[arin-ppml] Policy Proposal: Customer Confidentiality
kevin at steadfast.net
Tue Jun 9 14:23:09 EDT 2009
William Herrin wrote:
> On Tue, Jun 9, 2009 at 8:55 AM, Member Services<info at arin.net> wrote:
>> 1. Policy Proposal Name: Customer Confidentiality
>> ISPs may choose to enter their own address and phone number in
>> reassignments and reallocations in lieu of the customer's address and
>> phone number. The customer's actual information must be provided to
>> ARIN on request and will be held in the strictest confidence.
> I oppose this policy as written, however I would support the policy if
> "address" was clarified to mean email address but not postal address.
I support this policy fully, as written, or with any additional clauses
to expand the language to explicitly mention protection of end-users as
> Describing the registrant's identity for the consumption of
> non-trivial amounts of IPv4 address space serves good public policy.
> It makes it possible for third parties to perform spot-checks which
> audit the ISP's honest use of address space.

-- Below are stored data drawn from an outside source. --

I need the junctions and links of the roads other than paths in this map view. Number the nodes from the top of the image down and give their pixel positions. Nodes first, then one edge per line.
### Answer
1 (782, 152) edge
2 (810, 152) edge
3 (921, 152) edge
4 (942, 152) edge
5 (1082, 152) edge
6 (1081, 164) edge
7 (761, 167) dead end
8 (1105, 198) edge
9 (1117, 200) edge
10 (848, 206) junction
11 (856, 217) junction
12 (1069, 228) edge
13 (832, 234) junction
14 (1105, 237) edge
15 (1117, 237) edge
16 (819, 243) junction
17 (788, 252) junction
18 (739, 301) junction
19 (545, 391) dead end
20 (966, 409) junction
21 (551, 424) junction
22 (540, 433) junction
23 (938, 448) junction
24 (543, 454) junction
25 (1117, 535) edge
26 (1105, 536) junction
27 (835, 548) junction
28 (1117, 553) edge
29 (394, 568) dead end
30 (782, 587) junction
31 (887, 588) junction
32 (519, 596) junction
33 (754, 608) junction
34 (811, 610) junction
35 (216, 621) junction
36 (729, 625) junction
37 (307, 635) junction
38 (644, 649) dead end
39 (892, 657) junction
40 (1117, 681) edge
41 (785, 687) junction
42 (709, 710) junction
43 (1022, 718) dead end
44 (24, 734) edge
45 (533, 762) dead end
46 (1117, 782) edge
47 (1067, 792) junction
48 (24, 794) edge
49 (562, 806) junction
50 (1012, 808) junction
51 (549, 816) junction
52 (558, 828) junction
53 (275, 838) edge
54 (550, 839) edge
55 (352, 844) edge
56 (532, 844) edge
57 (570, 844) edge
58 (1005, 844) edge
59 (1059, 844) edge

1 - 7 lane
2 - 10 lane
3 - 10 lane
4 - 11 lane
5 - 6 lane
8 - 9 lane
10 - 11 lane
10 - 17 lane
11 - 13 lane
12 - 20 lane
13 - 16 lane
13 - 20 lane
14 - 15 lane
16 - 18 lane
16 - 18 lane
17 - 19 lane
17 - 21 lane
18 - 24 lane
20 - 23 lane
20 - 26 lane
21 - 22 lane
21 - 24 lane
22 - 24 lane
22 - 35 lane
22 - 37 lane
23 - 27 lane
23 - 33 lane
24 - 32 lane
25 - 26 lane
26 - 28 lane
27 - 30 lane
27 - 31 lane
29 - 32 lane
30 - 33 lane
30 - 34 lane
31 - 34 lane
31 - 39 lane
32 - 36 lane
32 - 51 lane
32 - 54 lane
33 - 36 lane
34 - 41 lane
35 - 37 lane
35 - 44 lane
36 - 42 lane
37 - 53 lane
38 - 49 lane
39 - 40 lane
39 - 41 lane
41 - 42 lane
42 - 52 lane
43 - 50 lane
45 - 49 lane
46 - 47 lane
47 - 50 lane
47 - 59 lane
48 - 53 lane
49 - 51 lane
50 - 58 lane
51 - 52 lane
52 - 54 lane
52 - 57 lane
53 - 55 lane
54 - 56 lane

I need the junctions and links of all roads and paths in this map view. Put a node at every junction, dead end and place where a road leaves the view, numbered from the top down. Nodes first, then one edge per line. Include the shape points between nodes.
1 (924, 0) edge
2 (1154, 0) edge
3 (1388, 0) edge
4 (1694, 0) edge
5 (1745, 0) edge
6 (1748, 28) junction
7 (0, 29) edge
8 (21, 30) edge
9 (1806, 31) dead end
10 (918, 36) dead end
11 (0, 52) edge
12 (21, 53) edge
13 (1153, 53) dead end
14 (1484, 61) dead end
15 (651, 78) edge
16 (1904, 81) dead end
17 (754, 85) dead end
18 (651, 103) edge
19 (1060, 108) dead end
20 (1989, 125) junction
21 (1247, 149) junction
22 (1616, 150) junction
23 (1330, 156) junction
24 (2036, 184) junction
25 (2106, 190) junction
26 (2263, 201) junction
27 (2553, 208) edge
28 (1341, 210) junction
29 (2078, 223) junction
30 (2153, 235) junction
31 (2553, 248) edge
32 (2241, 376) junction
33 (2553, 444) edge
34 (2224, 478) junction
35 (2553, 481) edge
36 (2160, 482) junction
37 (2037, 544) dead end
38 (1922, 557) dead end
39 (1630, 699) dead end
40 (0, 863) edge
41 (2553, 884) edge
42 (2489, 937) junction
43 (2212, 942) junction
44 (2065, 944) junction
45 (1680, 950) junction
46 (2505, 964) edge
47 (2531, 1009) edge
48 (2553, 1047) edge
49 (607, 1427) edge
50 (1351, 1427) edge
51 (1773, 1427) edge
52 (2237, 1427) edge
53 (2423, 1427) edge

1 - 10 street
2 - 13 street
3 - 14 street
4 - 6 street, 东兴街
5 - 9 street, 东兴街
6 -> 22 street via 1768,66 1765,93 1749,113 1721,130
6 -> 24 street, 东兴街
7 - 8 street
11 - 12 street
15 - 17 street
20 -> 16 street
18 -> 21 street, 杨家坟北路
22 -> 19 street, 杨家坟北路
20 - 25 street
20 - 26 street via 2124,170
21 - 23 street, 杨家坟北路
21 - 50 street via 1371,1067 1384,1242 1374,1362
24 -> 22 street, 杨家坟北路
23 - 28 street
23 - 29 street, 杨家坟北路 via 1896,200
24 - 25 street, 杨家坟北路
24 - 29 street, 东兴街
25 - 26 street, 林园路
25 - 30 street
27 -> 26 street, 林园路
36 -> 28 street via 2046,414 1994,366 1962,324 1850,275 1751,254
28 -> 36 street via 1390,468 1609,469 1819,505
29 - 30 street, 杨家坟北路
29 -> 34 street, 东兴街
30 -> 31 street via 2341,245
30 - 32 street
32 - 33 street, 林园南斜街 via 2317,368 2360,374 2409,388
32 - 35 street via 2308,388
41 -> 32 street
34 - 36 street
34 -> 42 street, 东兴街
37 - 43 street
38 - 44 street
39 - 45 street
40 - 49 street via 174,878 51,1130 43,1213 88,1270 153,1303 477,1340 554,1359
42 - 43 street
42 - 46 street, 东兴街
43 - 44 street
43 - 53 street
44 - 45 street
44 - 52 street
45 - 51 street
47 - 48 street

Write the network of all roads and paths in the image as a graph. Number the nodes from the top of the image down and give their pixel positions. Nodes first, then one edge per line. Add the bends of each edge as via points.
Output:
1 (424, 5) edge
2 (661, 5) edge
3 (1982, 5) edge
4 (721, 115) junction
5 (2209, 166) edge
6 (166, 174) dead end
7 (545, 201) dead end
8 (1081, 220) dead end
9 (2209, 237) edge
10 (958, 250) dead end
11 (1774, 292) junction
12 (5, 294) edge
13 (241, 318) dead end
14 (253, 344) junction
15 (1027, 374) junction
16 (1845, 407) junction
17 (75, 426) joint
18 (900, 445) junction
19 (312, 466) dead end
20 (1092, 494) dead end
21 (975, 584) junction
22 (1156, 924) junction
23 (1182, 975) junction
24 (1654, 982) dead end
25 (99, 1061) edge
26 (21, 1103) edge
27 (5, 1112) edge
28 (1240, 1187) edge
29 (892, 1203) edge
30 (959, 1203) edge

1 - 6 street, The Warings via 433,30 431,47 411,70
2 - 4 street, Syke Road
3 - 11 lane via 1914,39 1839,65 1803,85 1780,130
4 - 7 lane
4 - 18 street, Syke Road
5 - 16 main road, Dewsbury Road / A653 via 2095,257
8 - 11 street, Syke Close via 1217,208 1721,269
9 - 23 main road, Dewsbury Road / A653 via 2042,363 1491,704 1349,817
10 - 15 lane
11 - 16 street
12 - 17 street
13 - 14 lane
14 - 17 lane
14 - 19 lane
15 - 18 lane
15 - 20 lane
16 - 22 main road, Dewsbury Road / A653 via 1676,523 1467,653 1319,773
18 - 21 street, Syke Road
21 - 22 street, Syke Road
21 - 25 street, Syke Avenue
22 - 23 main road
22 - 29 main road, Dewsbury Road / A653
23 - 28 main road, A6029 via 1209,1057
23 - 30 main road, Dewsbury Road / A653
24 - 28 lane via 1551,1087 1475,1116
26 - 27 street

Whether used or not, this
> greatly impacts ARIN's process transparency. This is especially
> helpful when a supposed ISP is suspected of fraud. A name alone or
> fully private registrations are insufficient for auditing.
Is it anyone's job but the IP regulatory agencies and governmental
agencies to investigate charges of fraud? If it's suspected, there
should certainly be other clues besides rwhois, enough to involve people
to whom this job is assigned. I don't see how it can be argued that the
ISP should *have to* make this information available for "third parties"
at random to dig around, effectively gaining a customer database as a
result. This isn't just about the ISP's protection, though.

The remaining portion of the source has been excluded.